■ THE PROBLEM
Only an exact repetition of the entries counts as an answer.

■ INPUT MATERIAL
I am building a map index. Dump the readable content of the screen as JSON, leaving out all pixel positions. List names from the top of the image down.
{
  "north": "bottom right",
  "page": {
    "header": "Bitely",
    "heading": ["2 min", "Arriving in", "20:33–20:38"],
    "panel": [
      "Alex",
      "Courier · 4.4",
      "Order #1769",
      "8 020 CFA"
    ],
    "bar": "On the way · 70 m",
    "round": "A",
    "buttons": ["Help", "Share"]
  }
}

■ SOLUTION TO THE EXERCISE
I am building a map index. Dump the readable content of the screen as JSON, leaving out all pixel positions. List names from the top of the image down.
{
  "north": "bottom right",
  "page": {
    "header": "Bitely",
    "heading": ["2 min", "Arriving in", "20:33–20:38"],
    "panel": [
      "Alex",
      "Courier · 4.4",
      "Order #1769",
      "8 020 CFA"
    ],
    "bar": "On the way · 70 m",
    "round": "A",
    "buttons": ["Help", "Share"]
  }
}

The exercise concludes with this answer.